→ **The task**
A single number is required: the count of lines in the following entries that include the word "Lessing".

---------- Records for this exercise ----------

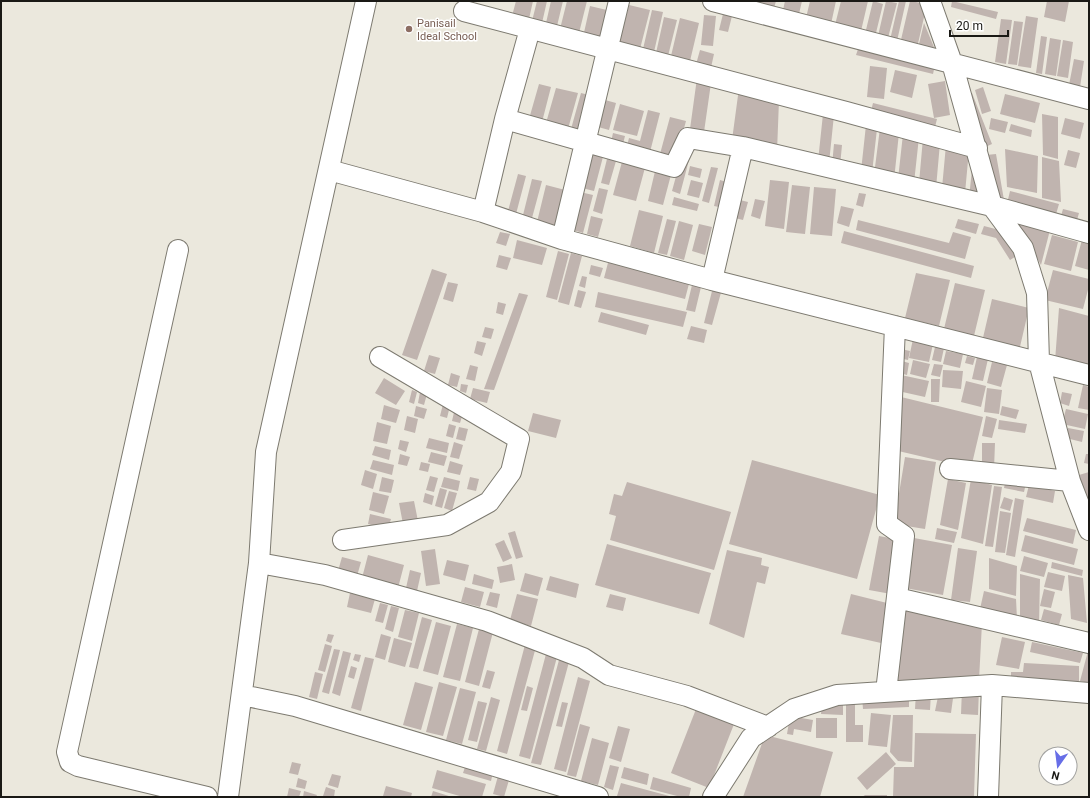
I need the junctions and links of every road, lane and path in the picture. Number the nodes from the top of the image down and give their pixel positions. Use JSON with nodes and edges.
{"nodes":[{"id":1,"x":366,"y":1,"type":"edge"},
{"id":2,"x":619,"y":1,"type":"edge"},
{"id":3,"x":713,"y":1,"type":"edge"},
{"id":4,"x":930,"y":1,"type":"edge"},
{"id":5,"x":464,"y":11,"type":"dead end"},
{"id":6,"x":530,"y":29,"type":"junction"},
{"id":7,"x":607,"y":50,"type":"junction"},
{"id":8,"x":952,"y":63,"type":"junction"},
{"id":9,"x":1089,"y":99,"type":"edge"},
{"id":10,"x":505,"y":119,"type":"junction"},
{"id":11,"x":585,"y":143,"type":"junction"},
{"id":12,"x":743,"y":147,"type":"junction"},
{"id":13,"x":977,"y":148,"type":"junction"},
{"id":14,"x":329,"y":170,"type":"junction"},
{"id":15,"x":992,"y":206,"type":"junction"},
{"id":16,"x":483,"y":212,"type":"junction"},
{"id":17,"x":1089,"y":232,"type":"edge"},
{"id":18,"x":562,"y":239,"type":"junction"},
{"id":19,"x":178,"y":250,"type":"dead end"},
{"id":20,"x":712,"y":280,"type":"junction"},
{"id":21,"x":895,"y":326,"type":"junction"},
{"id":22,"x":380,"y":356,"type":"dead end"},
{"id":23,"x":1039,"y":362,"type":"junction"},
{"id":24,"x":1089,"y":375,"type":"edge"},
{"id":25,"x":950,"y":469,"type":"dead end"},
{"id":26,"x":1070,"y":481,"type":"junction"},
{"id":27,"x":1089,"y":530,"type":"edge"},
{"id":28,"x":343,"y":540,"type":"dead end"},
{"id":29,"x":259,"y":563,"type":"junction"},
{"id":30,"x":897,"y":598,"type":"junction"},
{"id":31,"x":1089,"y":642,"type":"edge"},
{"id":32,"x":992,"y":685,"type":"junction"},
{"id":33,"x":886,"y":692,"type":"junction"},
{"id":34,"x":1089,"y":693,"type":"edge"},
{"id":35,"x":242,"y":695,"type":"junction"},
{"id":36,"x":768,"y":726,"type":"junction"},
{"id":37,"x":207,"y":797,"type":"edge"},
{"id":38,"x":228,"y":797,"type":"edge"},
{"id":39,"x":598,"y":797,"type":"edge"},
{"id":40,"x":713,"y":797,"type":"edge"},
{"id":41,"x":988,"y":797,"type":"edge"}],
"edges":[{"from":1,"to":14,"type":"street"},
{"from":2,"to":7,"type":"street"},
{"from":3,"to":8,"type":"street"},
{"from":4,"to":8,"type":"street"},
{"from":5,"to":6,"type":"street"},
{"from":6,"to":7,"type":"street"},
{"from":6,"to":10,"type":"street"},
{"from":7,"to":11,"type":"street"},
{"from":7,"to":13,"type":"street"},
{"from":8,"to":9,"type":"street"},
{"from":8,"to":13,"type":"street"},
{"from":10,"to":11,"type":"street"},
{"from":10,"to":16,"type":"street"},
{"from":11,"to":12,"type":"street"},
{"from":11,"to":18,"type":"street"},
{"from":12,"to":15,"type":"street"},
{"from":12,"to":20,"type":"street"},
{"from":13,"to":15,"type":"street"},
{"from":14,"to":16,"type":"street"},
{"from":14,"to":29,"type":"street"},
{"from":15,"to":17,"type":"street"},
{"from":15,"to":23,"type":"street"},
{"from":16,"to":18,"type":"street"},
{"from":18,"to":20,"type":"street"},
{"from":19,"to":37,"type":"street"},
{"from":20,"to":21,"type":"street"},
{"from":21,"to":23,"type":"street"},
{"from":21,"to":30,"type":"street"},
{"from":22,"to":28,"type":"street"},
{"from":23,"to":24,"type":"street"},
{"from":23,"to":26,"type":"street"},
{"from":25,"to":26,"type":"street"},
{"from":26,"to":27,"type":"street"},
{"from":29,"to":35,"type":"street"},
{"from":29,"to":36,"type":"street"},
{"from":30,"to":31,"type":"street"},
{"from":30,"to":33,"type":"street"},
{"from":32,"to":33,"type":"street"},
{"from":32,"to":34,"type":"street"},
{"from":32,"to":41,"type":"street"},
{"from":33,"to":36,"type":"street"},
{"from":35,"to":38,"type":"street"},
{"from":35,"to":39,"type":"street"},
{"from":36,"to":40,"type":"street"}]}
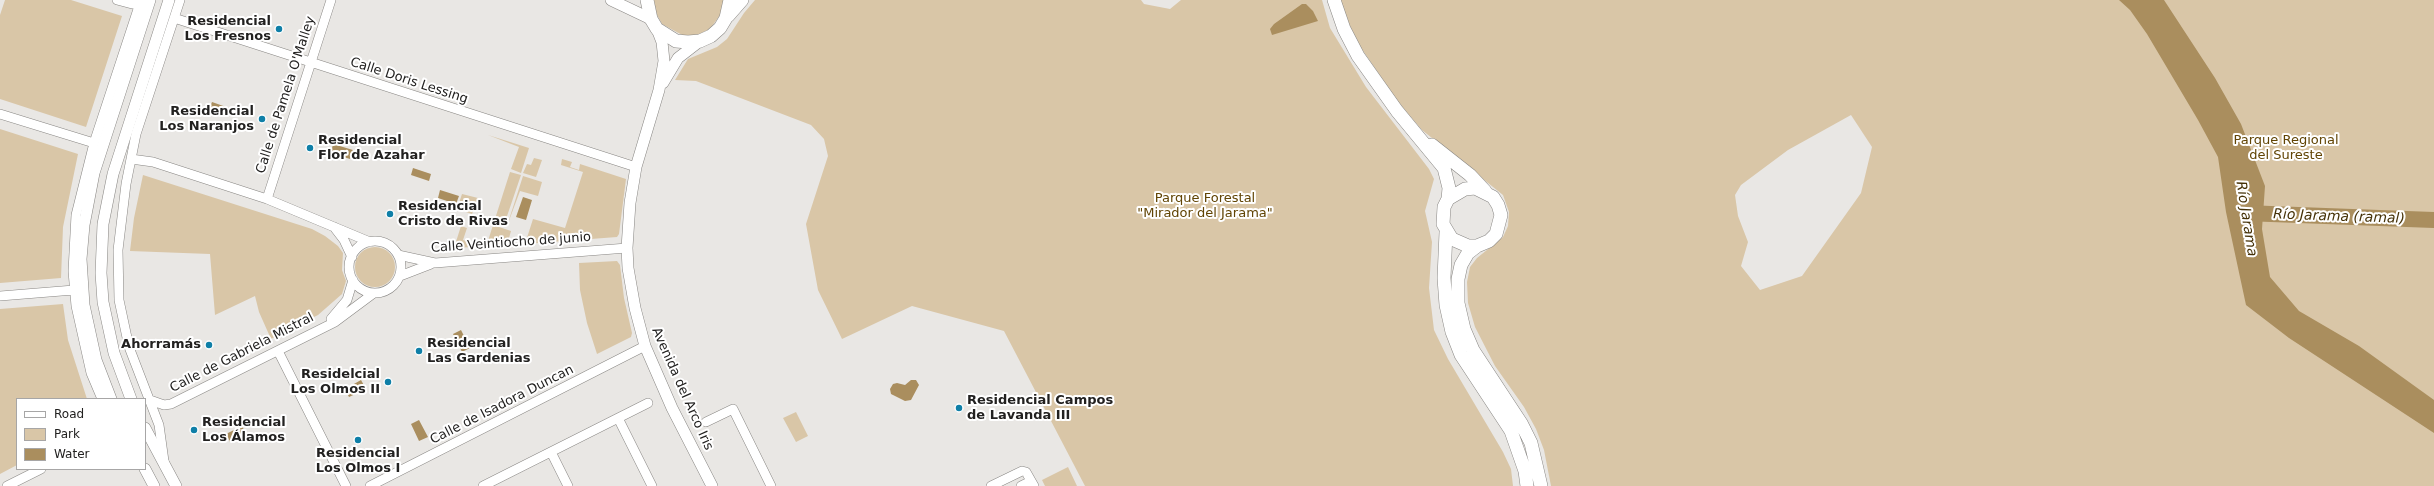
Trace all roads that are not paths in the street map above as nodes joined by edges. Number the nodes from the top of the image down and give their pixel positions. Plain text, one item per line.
1 (117, 0) edge
2 (169, 0) edge
3 (180, 0) edge
4 (331, 0) edge
5 (611, 0) edge
6 (647, 0) edge
7 (730, 0) edge
8 (742, 0) edge
9 (1334, 0) edge
10 (144, 1) edge
11 (174, 18) junction
12 (726, 18) junction
13 (654, 24) junction
14 (700, 41) junction
15 (311, 63) junction
16 (123, 82) junction
17 (659, 90) junction
18 (110, 93) junction
19 (139, 94) junction
20 (144, 110) junction
21 (0, 114) edge
22 (1413, 130) junction
23 (94, 143) junction
24 (132, 159) junction
25 (636, 167) junction
26 (82, 186) junction
27 (1485, 191) junction
28 (89, 199) junction
29 (267, 199) junction
30 (1448, 199) junction
31 (332, 225) junction
32 (1446, 232) junction
33 (83, 241) junction
34 (370, 242) junction
35 (1477, 246) junction
36 (627, 248) junction
37 (73, 253) junction
38 (398, 255) junction
39 (352, 257) junction
40 (435, 263) junction
41 (400, 276) junction
42 (353, 280) junction
43 (74, 290) junction
44 (374, 293) junction
45 (0, 296) edge
46 (326, 325) junction
47 (645, 346) junction
48 (278, 351) junction
49 (102, 398) edge
50 (112, 398) edge
51 (131, 398) edge
52 (150, 400) junction
53 (648, 403) dead end
54 (171, 404) junction
55 (618, 418) junction
56 (706, 422) dead end
57 (159, 425) junction
58 (146, 430) edge
59 (551, 452) junction
60 (39, 470) edge
61 (146, 470) edge
62 (166, 470) junction
63 (1032, 483) edge
64 (486, 485) edge
65 (8, 486) edge
66 (154, 486) edge
67 (176, 486) edge
68 (346, 486) edge
69 (370, 486) edge
70 (568, 486) edge
71 (652, 486) edge
72 (712, 486) edge
73 (771, 486) edge
74 (991, 486) edge
75 (1021, 486) edge
76 (1527, 486) edge
77 (1541, 486) edge

1 - 10 street
2 - 19 street
3 - 11 street
4 - 15 street, Calle de Pamela O'Malley
5 - 13 street
6 - 13 main road
7 - 12 main road
8 - 12 main road
9 - 22 main road
10 - 16 street
10 - 18 street
11 - 15 street, Calle Doris Lessing
11 - 20 street
12 - 14 main road
13 - 14 main road
13 - 17 street, Avenida del Arco Iris
14 - 17 street, Avenida del Arco Iris
15 - 25 street, Calle Doris Lessing
15 - 29 street, Calle de Pamela O'Malley
16 - 18 street
16 - 28 street
17 - 25 street, Avenida del Arco Iris
18 - 23 street
19 - 20 street
19 - 51 street
20 - 24 street
21 - 23 street
22 - 27 main road
22 - 30 main road
23 - 26 street
24 - 29 street
24 - 52 street
25 - 36 street, Avenida del Arco Iris
26 - 28 street
26 - 37 street
27 - 30 main road
27 - 35 main road
28 - 33 street
29 - 31 street
30 - 32 main road
31 - 34 street
31 - 39 street
32 - 35 main road
32 - 76 main road
33 - 37 street
33 - 50 street
34 - 38 street
34 - 39 street
35 - 77 main road
36 - 40 street, Calle Veintiocho de junio
36 - 47 street, Avenida del Arco Iris
37 - 43 street
38 - 40 street, Calle Veintiocho de junio
38 - 41 street
39 - 42 street
40 - 41 street
41 - 44 street
42 - 44 street
42 - 46 street, Calle de Gabriela Mistral
43 - 45 street
43 - 49 street
44 - 46 street, Calle de Gabriela Mistral
46 - 48 street, Calle de Gabriela Mistral
47 - 69 street, Calle de Isadora Duncan
47 - 72 street, Avenida del Arco Iris
48 - 54 street, Calle de Gabriela Mistral
48 - 68 street
52 - 54 street, Calle de Gabriela Mistral
52 - 57 street
53 - 55 street
54 - 57 street, Calle de Gabriela Mistral
55 - 59 street
55 - 71 street
56 - 73 street, Avenida del Arco Iris
57 - 62 street
58 - 62 street
59 - 64 street
59 - 70 street
60 - 65 street
61 - 66 street
62 - 67 street
63 - 74 street
63 - 75 street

----------

→ **Result of this exercise**
2